The math is simple: If you have a buffer that is never empty, every package will have to wait in the buffer. If you have a buffer full all the time, it serves no purpose but only defers every packet. And given that RAM got so cheap that buffers in devices grew so much more than bandwidth, you now often have buffers big enough to hold packets needing full seconds to send them all. Such a buffer running in always-full mode means high latency for no gain.
All additional factors of TCP going harvoc when latency is too high and no longer being able to compute how fast to optimally send if no packages get dropped only make the situation worse, but the basic is simple: A buffer always full is a buffer only having downsizes. The more the bigger it is....
Re:Hm by Anonymous Coward · 2012-03-28 04:37 · Score: 5, Interesting

If your TCP flow-control packets are subject to QoS prioritisation ( as they should be ) then bufferbloat is pretty much moot.
TCP flow-control makes the assumption that dropped packets and retransmission requests are a sufficient method of feedback. When it doesn't receive them, it assumes everything upstream is going perfectly and keeps sending data over (in whatever amounts your QoS setup dictates, but that's not the point).
Except everything upstream is maybe not going well. Other devices on the way may be masking problems -- instead of saying "I didn't get that, resend", they use their local buffers and tell downstream nothing. So TCP flow-control is being kept in the dark. Eventually a buffer runs out and that's when that device starts asking for a huge pile of fresh data at once... which is not how it was supposed to work. So the speed of the connection keeps fluctuating up and down even though pipes seem clear and underused.
The immediate workaround is to trim buffers down everywhere.
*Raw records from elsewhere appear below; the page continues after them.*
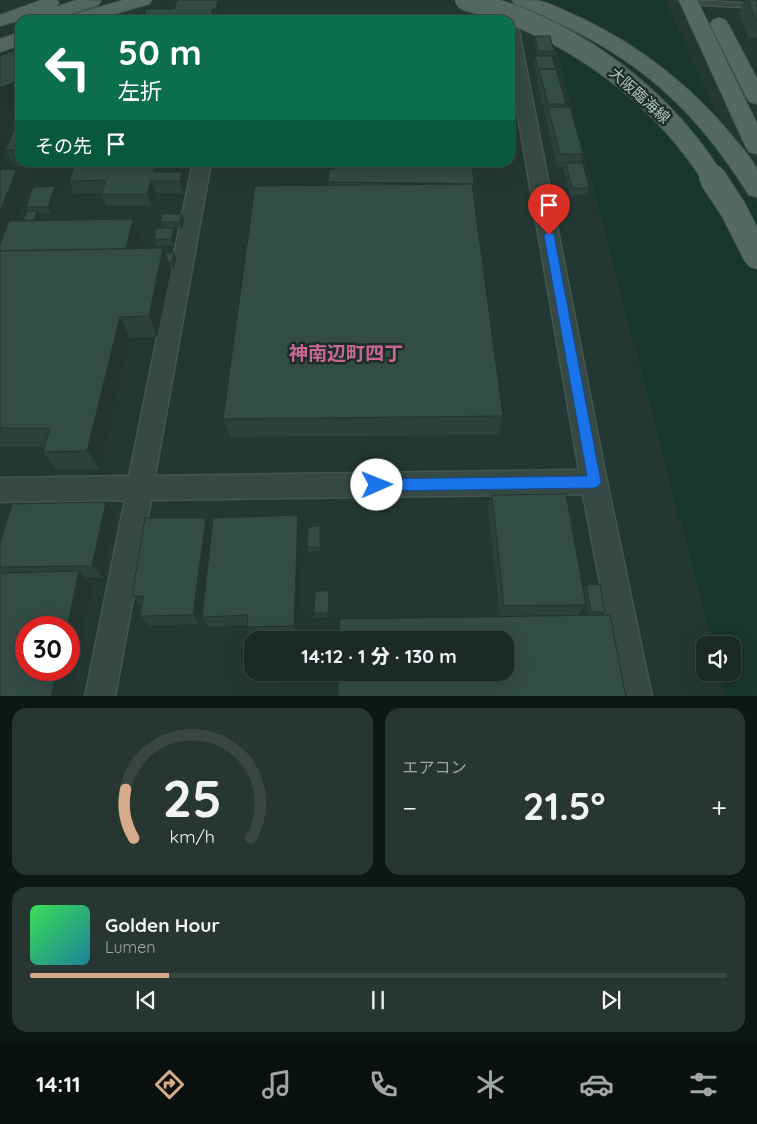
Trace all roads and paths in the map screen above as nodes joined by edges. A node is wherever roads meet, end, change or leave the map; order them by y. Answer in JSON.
{"nodes":[{"id":1,"x":58,"y":0,"type":"edge"},
{"id":2,"x":94,"y":0,"type":"edge"},
{"id":3,"x":144,"y":0,"type":"edge"},
{"id":4,"x":465,"y":0,"type":"edge"},
{"id":5,"x":505,"y":0,"type":"edge"},
{"id":6,"x":522,"y":0,"type":"edge"},
{"id":7,"x":698,"y":1,"type":"edge"},
{"id":8,"x":757,"y":6,"type":"edge"},
{"id":9,"x":17,"y":15,"type":"edge"},
{"id":10,"x":49,"y":15,"type":"edge"},
{"id":11,"x":92,"y":15,"type":"edge"},
{"id":12,"x":108,"y":15,"type":"edge"},
{"id":13,"x":508,"y":15,"type":"edge"},
{"id":14,"x":508,"y":15,"type":"edge"},
{"id":15,"x":15,"y":16,"type":"edge"},
{"id":16,"x":515,"y":18,"type":"edge"},
{"id":17,"x":0,"y":21,"type":"edge"},
{"id":18,"x":15,"y":27,"type":"edge"},
{"id":19,"x":0,"y":32,"type":"edge"},
{"id":20,"x":15,"y":40,"type":"edge"},
{"id":21,"x":0,"y":46,"type":"edge"},
{"id":22,"x":15,"y":52,"type":"edge"},
{"id":23,"x":515,"y":53,"type":"edge"},
{"id":24,"x":0,"y":58,"type":"edge"},
{"id":25,"x":757,"y":98,"type":"edge"},
{"id":26,"x":757,"y":147,"type":"edge"},
{"id":27,"x":201,"y":167,"type":"edge"},
{"id":28,"x":757,"y":189,"type":"edge"},
{"id":29,"x":757,"y":256,"type":"edge"},
{"id":30,"x":594,"y":482,"type":"junction"},
{"id":31,"x":140,"y":488,"type":"junction"},
{"id":32,"x":0,"y":490,"type":"edge"},
{"id":33,"x":100,"y":696,"type":"edge"},
{"id":34,"x":637,"y":696,"type":"edge"}],
"edges":[{"from":1,"to":9,"type":"main road"},
{"from":2,"to":10,"type":"main road"},
{"from":3,"to":11,"type":"main road"},
{"from":3,"to":12,"type":"main road"},
{"from":4,"to":13,"type":"main road","name":"大阪臨海線","bridge":true},
{"from":5,"to":14,"type":"street"},
{"from":6,"to":28,"type":"main road","name":"大阪臨海線"},
{"from":7,"to":8,"type":"lane"},
{"from":7,"to":25,"type":"main road"},
{"from":7,"to":26,"type":"main road"},
{"from":15,"to":17,"type":"main road"},
{"from":16,"to":29,"type":"main road","name":"大阪臨海線","bridge":true},
{"from":18,"to":19,"type":"main road"},
{"from":20,"to":21,"type":"main road"},
{"from":22,"to":24,"type":"main road"},
{"from":23,"to":30,"type":"street"},
{"from":27,"to":31,"type":"street"},
{"from":30,"to":31,"type":"street"},
{"from":30,"to":34,"type":"street"},
{"from":31,"to":32,"type":"street"},
{"from":31,"to":33,"type":"street"}]}
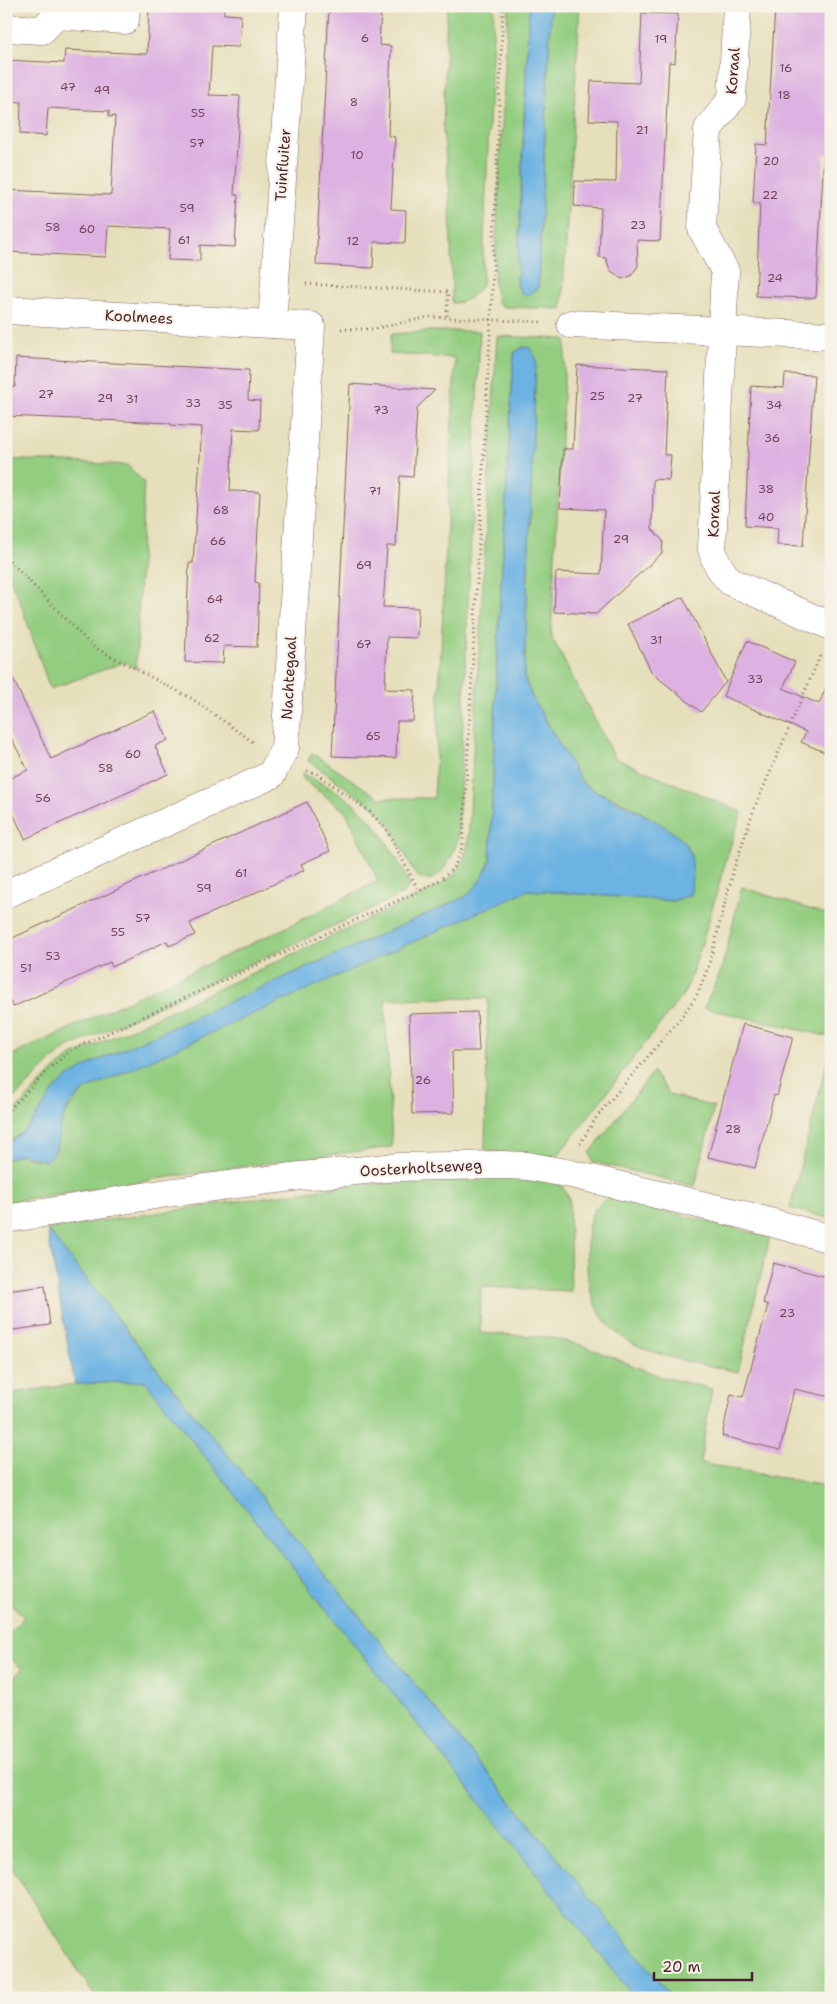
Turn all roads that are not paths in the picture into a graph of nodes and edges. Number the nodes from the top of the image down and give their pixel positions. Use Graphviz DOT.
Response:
graph roads {
  1 [pos="126,6"];
  2 [pos="294,6"];
  3 [pos="737,6"];
  4 [pos="57,11"];
  5 [pos="6,28"];
  6 [pos="6,310"];
  7 [pos="272,324"];
  8 [pos="571,324"];
  9 [pos="722,332"];
  10 [pos="831,336"];
  11 [pos="827,637"];
  12 [pos="6,894"];
  13 [pos="6,1219"];
  14 [pos="831,1239"];
  1 -- 4 [label="street"];
  2 -- 7 [label="street, Tuinfluiter"];
  3 -- 9 [label="street, Koraal"];
  4 -- 5 [label="street"];
  6 -- 7 [label="street, Koolmees"];
  7 -- 12 [label="street, Nachtegaal"];
  8 -- 9 [label="street"];
  9 -- 10 [label="street"];
  9 -- 11 [label="street, Koraal"];
  13 -- 14 [label="street, Oosterholtseweg"];
}
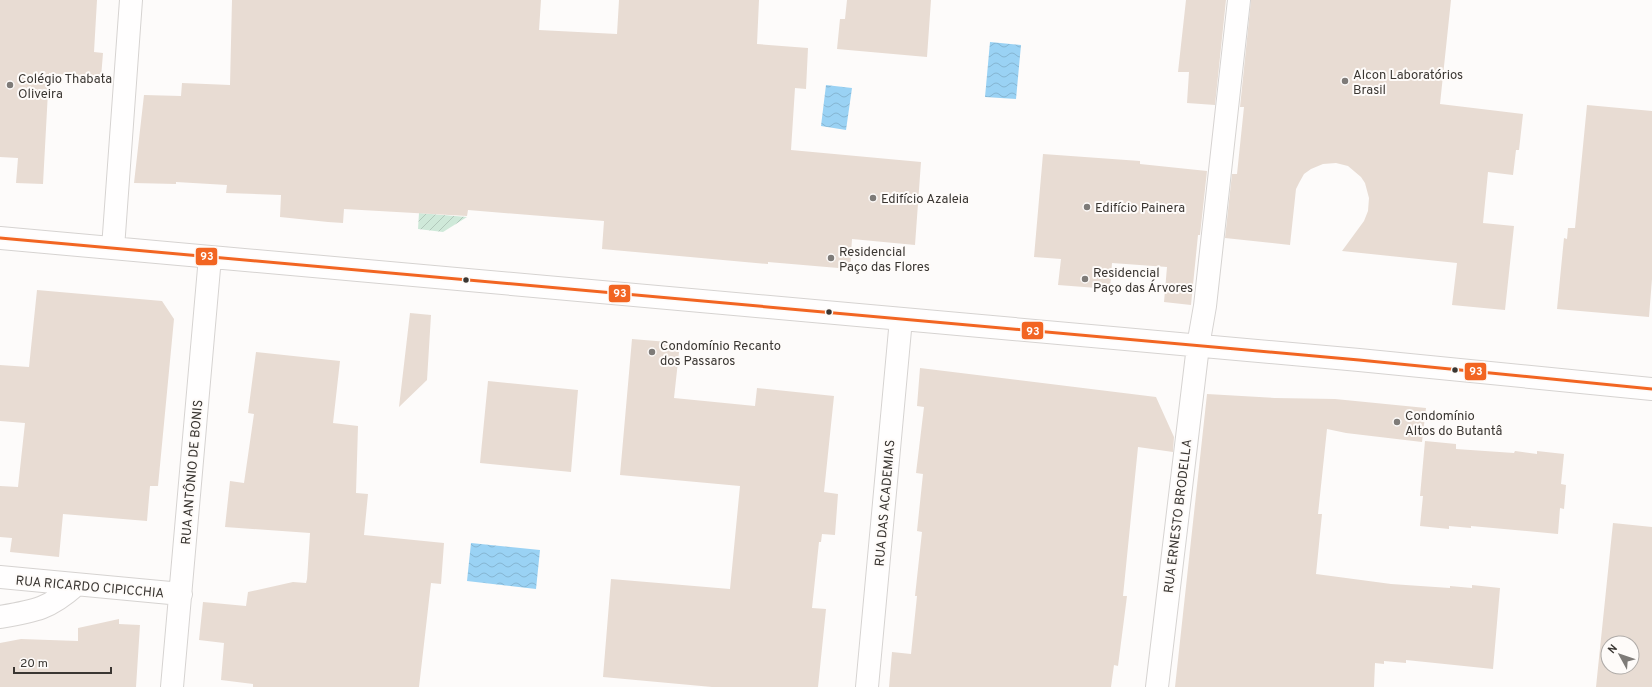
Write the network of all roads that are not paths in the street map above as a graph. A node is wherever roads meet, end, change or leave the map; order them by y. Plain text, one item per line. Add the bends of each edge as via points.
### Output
1 (131, 0) edge
2 (1239, 0) edge
3 (0, 238) edge
4 (113, 248) junction
5 (210, 257) junction
6 (901, 319) junction
7 (1198, 346) junction
8 (1652, 388) edge
9 (0, 577) edge
10 (76, 584) junction
11 (181, 594) junction
12 (0, 617) edge
13 (172, 687) edge
14 (867, 687) edge
15 (1157, 687) edge

1 - 4 street
2 - 7 street, RUA ERNESTO BRODELLA via 1205,306
3 - 4 street
4 - 5 street
5 - 6 street
5 - 11 street, RUA ANTÔNIO DE BONIS
6 - 7 street
6 - 14 street, RUA DAS ACADEMIAS
7 - 8 street
7 - 15 street, RUA ERNESTO BRODELLA
9 - 10 street, RUA RICARDO CIPICCHIA
10 - 11 street, RUA RICARDO CIPICCHIA
10 - 12 street via 48,605
11 - 13 street, RUA ANTÔNIO DE BONIS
Small buffers are good... but they shouldn't grow so much as to take a life of their own, so to speak.
One thing done in Linux 3.3 to start adressing this properly is the ability to express buffer size in bytes (Byte Queue Limits (BQL)). Historically they worked with packet amounts only, because they were designed in an era where packets were small... but nowadays they get big too. It gives us better control and somewhat alleviates the problem.
The even better solution is to make buffers work together with TCP flow-control. That would be Active Queue Management (AQM), which is still being developed. It will basically be an algorithm that decides how to adapt use of buffers to traffic bursts. But a good enough algorithm has not been found yet (there's one but it's not very good). When it will be found it will need testing, then wide-scale deployment and so on. That might still take years.
You missed the feedback loop (TCP flow contol) by Richard_J_N · 2012-03-28 06:03 · Score: 5, Informative

Unfortunately, I think you haven't quite got this right.
The problem isn't buffering at the *ends* of the link (the two applications talking to one another), rather, it's buffering in the middle of the link.
TCP flow control works by getting (timely notification of) dropped packets when the network begins to saturate. Once the network reaches about 95% of full capacity, it's important to drop some packets so that *all* users of the link back off and slow down a bit.
The easiest way to imagine this is by considering a group of people all setting off in cars along a particular journey. Not all roads have the same capacity, and perhaps there is a narrow bridge part way along.
So the road designer thinks: that bridge is a choke point, but the flow isn't perfectly smooth. So I'll build a car-park just before the bridge: then we can receive inbound traffic as fast as it can arrive, and always run the bridge at maximum flow. (The same thing happens elsewhere: we get lots of carparks acting as stop-start FIFO buffers).
What now happens is that everybody ends up sitting in a car-park every single time they hit a buffer. It makes the end-to-end latency much much larger.
What should happen (and TCP flow-control will autodetect if it gets dropped packet notifications promptly) is that people know that the bridge is saturated, and fewer people set off on their journey every hour. The link never saturates, buffers don't fill, and nobody has to wait.
Bufferbloat is exactly like this: we try to be greedy and squeeze every last baud out of a connection: what happens is that latency goes way too high, and ultimately we waste packets on retransmits (because some packets arrive so late that they are given up for lost). So we end up much much worse off.
A side consequence of this is that the traffic jams can sometimes oscillate wildly in unpredictable manners.
If you've ever seen your mobile phone take 15 seconds to make a simple request for a search result, despite having a good signal, you've observed buffer bloat.
Re:Hm by RulerOf · 2012-03-28 06:12 · Score: 5, Informative

Why would my buffer be never empty? Just because you have more buffers doesn't mean you process anything slower than you have to. It just means if you can't get around to something immediately, you can catch up later.
That's exactly the problem. TCP relies on packets being dropped in order to manage connections. When buffers are instead allowed to fill up, delaying packets instead of outright dropping them, the application relying on those packets experiences extremely high latency instead of being rate-limited to fit inside of the available bandwidth.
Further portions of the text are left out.